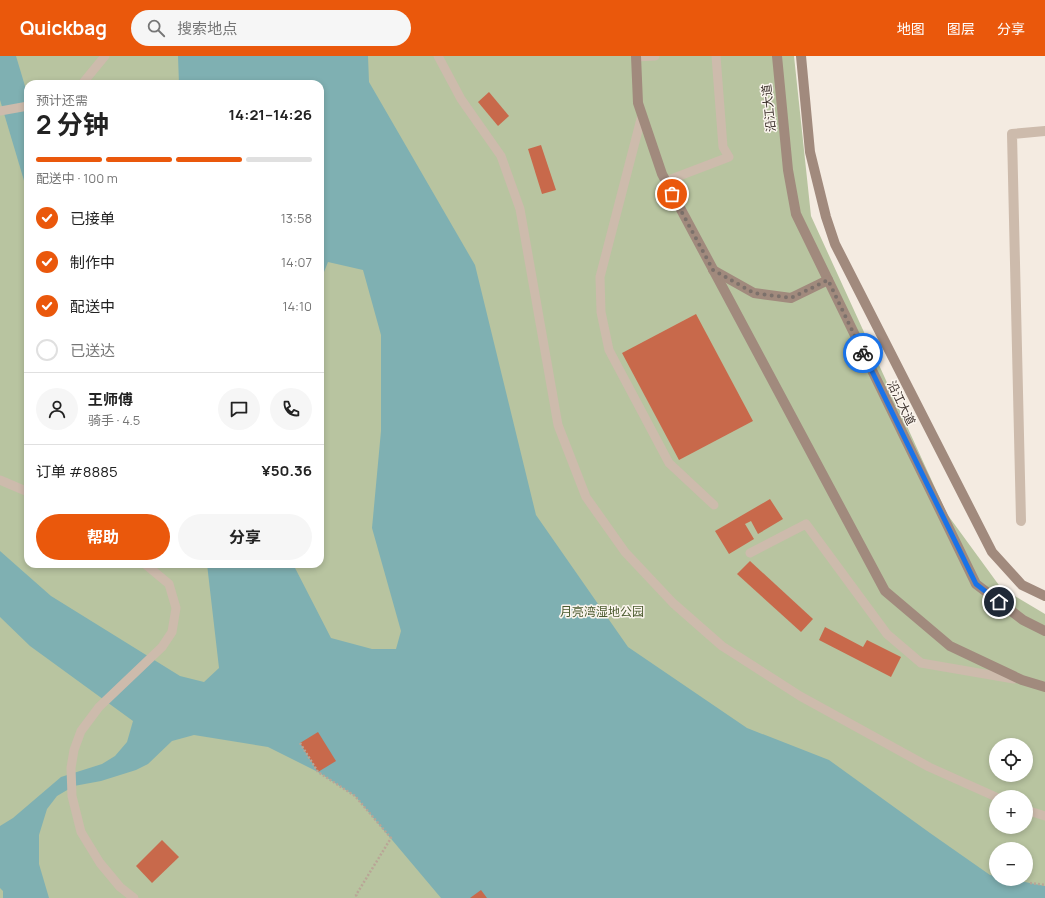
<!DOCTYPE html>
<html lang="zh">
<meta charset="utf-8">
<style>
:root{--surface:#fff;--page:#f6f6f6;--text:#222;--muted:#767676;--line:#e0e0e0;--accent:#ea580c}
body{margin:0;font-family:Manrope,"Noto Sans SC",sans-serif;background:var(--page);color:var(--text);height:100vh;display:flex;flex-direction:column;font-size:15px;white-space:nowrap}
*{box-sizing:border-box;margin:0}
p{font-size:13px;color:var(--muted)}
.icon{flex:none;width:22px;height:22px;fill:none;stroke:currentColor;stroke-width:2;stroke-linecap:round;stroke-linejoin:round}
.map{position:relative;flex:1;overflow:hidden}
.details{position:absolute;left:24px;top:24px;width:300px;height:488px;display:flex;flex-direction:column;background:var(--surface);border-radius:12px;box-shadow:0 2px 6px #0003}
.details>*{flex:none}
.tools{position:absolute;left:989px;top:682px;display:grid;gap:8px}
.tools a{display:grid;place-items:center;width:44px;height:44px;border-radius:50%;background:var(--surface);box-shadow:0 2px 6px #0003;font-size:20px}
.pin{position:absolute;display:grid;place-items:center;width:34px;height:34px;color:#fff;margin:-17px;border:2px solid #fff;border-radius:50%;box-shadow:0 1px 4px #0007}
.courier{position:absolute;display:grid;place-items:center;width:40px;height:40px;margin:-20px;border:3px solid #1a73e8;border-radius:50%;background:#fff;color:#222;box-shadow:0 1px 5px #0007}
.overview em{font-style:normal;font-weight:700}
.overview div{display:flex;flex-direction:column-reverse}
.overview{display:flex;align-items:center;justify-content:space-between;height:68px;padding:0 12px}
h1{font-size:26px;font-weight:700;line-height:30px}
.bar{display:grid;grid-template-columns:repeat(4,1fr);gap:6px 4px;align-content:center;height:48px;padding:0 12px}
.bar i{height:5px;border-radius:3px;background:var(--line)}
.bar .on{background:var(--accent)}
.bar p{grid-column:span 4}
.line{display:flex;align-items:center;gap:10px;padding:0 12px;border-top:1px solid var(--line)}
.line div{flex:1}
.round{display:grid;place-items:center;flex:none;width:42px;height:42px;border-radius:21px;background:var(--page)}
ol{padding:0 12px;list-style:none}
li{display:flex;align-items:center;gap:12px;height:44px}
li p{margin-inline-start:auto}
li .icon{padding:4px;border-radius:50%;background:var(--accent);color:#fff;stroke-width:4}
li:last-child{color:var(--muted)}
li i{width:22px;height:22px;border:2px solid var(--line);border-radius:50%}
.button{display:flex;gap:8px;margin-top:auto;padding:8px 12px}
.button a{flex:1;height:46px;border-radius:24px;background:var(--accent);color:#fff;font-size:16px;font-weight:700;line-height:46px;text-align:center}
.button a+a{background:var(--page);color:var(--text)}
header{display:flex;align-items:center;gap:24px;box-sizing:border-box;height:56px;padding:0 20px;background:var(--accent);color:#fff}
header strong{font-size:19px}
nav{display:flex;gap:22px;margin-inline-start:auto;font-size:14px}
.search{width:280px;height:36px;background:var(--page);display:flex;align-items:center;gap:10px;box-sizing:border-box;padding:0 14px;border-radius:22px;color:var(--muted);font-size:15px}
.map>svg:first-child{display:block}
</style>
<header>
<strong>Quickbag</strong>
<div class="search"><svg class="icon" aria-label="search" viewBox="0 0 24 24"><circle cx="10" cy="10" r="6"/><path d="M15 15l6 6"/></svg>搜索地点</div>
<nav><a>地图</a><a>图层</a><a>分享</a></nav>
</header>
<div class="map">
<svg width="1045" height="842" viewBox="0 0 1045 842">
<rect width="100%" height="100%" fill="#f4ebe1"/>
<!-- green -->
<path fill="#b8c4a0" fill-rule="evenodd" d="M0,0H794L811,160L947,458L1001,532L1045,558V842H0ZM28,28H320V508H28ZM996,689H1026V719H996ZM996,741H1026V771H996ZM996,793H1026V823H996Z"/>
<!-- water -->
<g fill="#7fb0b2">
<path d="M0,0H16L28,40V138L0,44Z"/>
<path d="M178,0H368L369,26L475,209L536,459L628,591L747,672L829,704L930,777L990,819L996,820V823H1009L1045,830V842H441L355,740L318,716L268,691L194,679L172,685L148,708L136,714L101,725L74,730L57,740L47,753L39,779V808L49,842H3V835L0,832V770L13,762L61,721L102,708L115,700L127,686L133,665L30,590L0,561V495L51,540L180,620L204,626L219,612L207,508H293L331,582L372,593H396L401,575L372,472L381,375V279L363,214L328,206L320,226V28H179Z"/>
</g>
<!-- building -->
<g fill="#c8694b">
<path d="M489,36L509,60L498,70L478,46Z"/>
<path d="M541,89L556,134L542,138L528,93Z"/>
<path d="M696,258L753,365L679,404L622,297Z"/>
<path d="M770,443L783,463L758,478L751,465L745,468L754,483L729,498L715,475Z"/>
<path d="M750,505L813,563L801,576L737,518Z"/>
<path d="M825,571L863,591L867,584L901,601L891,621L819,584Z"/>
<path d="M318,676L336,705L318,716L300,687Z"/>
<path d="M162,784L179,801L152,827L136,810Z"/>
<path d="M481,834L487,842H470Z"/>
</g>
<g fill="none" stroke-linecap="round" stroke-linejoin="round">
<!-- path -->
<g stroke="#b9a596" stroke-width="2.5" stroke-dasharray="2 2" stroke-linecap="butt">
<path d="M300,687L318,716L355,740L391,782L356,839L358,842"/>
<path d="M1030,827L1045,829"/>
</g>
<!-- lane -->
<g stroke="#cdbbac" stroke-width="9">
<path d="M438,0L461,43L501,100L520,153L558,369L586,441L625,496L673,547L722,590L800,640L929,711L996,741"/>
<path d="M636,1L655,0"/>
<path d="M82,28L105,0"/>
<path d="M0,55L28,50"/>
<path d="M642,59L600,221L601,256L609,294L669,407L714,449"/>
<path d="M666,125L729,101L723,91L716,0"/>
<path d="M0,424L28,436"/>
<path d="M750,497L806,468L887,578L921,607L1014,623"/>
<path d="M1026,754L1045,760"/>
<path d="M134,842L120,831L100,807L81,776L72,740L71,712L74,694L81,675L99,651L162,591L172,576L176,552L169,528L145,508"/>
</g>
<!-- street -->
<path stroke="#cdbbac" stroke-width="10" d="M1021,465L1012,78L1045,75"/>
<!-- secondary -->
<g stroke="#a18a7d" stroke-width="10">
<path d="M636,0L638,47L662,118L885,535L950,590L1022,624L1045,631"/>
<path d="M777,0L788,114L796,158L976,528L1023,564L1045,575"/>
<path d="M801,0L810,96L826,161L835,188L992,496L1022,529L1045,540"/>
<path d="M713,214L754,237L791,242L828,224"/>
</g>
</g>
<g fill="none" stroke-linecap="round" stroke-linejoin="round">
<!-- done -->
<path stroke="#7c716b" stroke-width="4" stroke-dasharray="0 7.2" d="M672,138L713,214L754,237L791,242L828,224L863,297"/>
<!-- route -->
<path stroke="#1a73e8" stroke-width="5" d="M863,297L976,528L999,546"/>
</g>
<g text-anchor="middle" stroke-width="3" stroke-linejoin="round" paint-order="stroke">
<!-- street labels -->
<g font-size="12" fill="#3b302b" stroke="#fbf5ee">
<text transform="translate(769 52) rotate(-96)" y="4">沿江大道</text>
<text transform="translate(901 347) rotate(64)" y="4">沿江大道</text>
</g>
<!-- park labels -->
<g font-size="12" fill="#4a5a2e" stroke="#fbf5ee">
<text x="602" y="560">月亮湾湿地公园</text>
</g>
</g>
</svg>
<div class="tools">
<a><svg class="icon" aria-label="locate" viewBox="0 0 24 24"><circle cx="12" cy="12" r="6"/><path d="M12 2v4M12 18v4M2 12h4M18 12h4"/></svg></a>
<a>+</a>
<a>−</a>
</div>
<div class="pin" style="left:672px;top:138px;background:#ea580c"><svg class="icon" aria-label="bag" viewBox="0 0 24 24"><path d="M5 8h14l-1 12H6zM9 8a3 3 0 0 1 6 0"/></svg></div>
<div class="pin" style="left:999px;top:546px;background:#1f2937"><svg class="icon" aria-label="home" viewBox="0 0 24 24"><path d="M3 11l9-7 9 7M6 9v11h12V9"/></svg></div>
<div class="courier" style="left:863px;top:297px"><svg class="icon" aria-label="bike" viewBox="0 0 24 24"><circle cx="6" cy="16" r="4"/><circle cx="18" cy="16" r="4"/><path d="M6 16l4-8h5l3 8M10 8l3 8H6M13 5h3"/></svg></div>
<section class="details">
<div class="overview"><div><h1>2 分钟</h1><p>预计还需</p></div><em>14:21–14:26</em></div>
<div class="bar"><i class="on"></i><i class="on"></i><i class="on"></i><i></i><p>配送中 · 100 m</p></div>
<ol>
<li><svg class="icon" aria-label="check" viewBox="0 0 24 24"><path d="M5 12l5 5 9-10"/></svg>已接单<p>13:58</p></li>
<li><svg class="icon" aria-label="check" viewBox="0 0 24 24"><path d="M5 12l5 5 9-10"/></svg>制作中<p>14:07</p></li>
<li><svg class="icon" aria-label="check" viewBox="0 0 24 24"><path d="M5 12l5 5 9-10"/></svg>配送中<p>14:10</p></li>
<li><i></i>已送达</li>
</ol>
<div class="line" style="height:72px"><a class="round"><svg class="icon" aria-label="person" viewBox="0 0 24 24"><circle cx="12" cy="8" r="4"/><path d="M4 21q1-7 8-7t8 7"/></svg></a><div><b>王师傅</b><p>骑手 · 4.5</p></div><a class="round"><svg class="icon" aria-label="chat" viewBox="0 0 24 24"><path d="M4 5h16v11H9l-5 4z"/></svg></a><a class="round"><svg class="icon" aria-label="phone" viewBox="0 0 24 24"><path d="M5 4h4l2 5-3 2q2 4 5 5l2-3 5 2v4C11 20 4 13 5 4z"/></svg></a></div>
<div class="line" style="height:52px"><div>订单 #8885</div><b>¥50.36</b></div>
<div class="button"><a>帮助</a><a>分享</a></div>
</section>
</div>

### Task directions
Search the data above for the string "position". Report every line where it is found.

### Written reply
.map{position:relative;flex:1;overflow:hidden}
.details{position:absolute;left:24px;top:24px;width:300px;height:488px;display:flex;flex-direction:column;background:var(--surface);border-radius:12px;box-shadow:0 2px 6px #0003}
.tools{position:absolute;left:989px;top:682px;display:grid;gap:8px}
.pin{position:absolute;display:grid;place-items:center;width:34px;height:34px;color:#fff;margin:-17px;border:2px solid #fff;border-radius:50%;box-shadow:0 1px 4px #0007}
.courier{position:absolute;display:grid;place-items:center;width:40px;height:40px;margin:-20px;border:3px solid #1a73e8;border-radius:50%;background:#fff;color:#222;box-shadow:0 1px 5px #0007}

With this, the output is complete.